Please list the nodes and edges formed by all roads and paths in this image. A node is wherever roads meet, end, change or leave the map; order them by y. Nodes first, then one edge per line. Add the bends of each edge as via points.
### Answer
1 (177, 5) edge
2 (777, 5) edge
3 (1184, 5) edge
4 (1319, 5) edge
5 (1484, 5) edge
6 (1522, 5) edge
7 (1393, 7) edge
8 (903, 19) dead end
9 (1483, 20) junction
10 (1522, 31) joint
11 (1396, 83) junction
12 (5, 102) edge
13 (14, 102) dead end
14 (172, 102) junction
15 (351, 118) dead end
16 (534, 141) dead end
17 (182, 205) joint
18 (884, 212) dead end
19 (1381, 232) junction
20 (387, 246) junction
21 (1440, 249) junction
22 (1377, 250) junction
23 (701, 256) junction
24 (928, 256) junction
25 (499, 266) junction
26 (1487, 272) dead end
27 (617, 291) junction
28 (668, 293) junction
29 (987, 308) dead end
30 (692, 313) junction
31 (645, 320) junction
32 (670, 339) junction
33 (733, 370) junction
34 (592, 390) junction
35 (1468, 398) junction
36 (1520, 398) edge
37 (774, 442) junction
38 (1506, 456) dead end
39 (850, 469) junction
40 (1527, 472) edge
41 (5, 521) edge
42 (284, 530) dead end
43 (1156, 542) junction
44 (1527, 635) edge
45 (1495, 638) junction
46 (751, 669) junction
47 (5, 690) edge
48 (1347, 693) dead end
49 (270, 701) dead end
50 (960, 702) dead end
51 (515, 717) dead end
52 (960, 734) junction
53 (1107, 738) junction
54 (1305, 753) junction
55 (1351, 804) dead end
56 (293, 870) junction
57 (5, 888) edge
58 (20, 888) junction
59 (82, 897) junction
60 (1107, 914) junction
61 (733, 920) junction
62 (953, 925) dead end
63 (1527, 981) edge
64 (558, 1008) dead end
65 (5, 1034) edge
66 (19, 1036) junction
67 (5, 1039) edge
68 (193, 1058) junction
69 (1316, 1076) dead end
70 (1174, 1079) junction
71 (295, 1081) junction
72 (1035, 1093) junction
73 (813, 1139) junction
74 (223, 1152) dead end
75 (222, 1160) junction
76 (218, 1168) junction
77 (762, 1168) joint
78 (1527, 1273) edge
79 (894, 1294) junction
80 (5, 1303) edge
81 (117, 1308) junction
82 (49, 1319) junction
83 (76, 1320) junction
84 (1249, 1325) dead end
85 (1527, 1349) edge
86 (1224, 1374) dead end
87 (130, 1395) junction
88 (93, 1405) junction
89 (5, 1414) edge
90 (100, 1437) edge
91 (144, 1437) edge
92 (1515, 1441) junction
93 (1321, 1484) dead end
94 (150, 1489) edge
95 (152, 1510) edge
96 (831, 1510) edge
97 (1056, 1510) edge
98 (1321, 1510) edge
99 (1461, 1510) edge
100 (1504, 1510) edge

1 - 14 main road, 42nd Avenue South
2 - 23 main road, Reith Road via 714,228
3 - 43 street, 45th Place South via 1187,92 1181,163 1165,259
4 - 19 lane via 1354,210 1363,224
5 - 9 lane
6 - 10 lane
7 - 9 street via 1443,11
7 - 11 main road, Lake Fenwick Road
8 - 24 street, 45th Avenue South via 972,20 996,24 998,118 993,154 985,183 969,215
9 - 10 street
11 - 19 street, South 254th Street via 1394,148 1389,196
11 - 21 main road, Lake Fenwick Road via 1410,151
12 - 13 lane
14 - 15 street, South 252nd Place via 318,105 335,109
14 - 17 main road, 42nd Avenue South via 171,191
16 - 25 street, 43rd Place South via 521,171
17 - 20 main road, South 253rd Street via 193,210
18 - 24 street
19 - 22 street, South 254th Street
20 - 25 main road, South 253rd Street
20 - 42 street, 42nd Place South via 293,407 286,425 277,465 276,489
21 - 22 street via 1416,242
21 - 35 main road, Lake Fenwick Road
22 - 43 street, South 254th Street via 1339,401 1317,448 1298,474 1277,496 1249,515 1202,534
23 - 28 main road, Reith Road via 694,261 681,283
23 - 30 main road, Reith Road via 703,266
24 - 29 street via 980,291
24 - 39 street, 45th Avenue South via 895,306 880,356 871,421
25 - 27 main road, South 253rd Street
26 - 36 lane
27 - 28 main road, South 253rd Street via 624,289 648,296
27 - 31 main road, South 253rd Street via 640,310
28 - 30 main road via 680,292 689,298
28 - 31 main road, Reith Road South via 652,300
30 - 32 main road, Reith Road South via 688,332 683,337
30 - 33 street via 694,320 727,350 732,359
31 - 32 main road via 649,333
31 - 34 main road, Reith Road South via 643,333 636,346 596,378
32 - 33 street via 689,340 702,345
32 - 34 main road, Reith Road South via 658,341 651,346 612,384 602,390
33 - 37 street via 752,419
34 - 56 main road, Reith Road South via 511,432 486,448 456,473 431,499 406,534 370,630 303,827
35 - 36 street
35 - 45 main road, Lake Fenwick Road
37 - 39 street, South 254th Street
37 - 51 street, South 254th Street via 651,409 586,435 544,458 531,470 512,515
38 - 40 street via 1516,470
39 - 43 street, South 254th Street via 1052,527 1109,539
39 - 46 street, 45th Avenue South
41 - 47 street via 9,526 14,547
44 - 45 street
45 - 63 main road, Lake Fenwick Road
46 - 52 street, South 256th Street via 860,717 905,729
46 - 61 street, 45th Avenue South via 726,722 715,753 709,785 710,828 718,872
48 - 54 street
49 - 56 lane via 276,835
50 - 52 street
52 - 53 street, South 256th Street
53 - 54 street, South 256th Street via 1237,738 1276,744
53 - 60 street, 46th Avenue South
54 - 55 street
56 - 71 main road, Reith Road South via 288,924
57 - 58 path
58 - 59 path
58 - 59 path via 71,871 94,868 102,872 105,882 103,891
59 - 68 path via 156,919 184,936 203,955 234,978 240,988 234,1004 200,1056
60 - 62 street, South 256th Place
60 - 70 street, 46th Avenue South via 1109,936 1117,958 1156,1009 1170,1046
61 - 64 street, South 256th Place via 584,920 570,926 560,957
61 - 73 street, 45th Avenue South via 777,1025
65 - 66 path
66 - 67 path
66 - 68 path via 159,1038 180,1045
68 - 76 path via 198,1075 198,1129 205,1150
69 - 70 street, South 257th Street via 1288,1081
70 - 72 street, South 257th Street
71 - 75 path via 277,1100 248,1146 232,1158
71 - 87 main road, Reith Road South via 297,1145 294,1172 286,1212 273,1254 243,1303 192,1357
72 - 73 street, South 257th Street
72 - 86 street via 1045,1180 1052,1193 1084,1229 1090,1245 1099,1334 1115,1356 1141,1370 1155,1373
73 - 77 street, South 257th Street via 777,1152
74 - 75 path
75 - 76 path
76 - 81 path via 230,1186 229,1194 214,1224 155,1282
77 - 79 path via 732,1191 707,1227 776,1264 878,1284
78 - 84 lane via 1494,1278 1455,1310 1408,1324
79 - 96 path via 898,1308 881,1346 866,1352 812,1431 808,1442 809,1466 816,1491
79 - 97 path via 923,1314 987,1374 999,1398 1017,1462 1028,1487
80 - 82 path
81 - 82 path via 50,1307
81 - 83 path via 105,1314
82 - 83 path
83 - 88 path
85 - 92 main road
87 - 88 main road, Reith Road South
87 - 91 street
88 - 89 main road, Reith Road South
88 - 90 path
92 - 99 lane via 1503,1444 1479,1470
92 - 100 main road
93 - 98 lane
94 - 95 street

***

* [Aim of the exercise]
When a line in the data contains the string "Lake", copy that line.

* [Response]
7 - 11 main road, Lake Fenwick Road
11 - 21 main road, Lake Fenwick Road via 1410,151
21 - 35 main road, Lake Fenwick Road
35 - 45 main road, Lake Fenwick Road
45 - 63 main road, Lake Fenwick Road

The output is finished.